**PROBLEM DESCRIPTION**
Show each line from the listing that includes the word "Acacia".

--------------------------------

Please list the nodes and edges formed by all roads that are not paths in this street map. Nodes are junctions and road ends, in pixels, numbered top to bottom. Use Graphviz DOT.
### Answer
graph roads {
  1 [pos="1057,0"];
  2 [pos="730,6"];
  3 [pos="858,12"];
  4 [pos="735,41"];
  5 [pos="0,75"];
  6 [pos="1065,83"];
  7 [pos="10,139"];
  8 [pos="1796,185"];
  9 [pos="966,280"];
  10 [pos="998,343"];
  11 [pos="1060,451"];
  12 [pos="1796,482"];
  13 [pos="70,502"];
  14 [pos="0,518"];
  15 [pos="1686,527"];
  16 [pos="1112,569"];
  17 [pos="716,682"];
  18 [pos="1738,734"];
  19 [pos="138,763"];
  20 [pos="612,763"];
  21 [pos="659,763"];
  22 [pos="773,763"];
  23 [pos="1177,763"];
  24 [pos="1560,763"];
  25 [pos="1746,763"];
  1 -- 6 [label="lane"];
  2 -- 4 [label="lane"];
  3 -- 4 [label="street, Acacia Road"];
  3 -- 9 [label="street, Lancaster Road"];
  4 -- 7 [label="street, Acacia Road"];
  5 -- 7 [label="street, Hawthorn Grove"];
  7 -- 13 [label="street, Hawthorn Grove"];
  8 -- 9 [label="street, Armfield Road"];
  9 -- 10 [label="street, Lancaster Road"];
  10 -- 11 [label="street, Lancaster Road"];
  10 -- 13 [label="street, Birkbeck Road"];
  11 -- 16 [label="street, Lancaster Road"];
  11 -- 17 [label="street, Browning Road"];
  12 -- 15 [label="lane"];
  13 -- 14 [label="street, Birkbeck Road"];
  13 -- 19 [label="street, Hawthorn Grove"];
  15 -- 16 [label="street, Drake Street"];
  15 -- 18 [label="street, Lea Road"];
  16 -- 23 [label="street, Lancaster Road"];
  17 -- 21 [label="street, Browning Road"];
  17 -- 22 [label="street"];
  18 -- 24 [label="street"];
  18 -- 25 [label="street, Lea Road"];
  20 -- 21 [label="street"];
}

--------------------------------

**COMPLETED TASK**
  3 -- 4 [label="street, Acacia Road"];
  4 -- 7 [label="street, Acacia Road"];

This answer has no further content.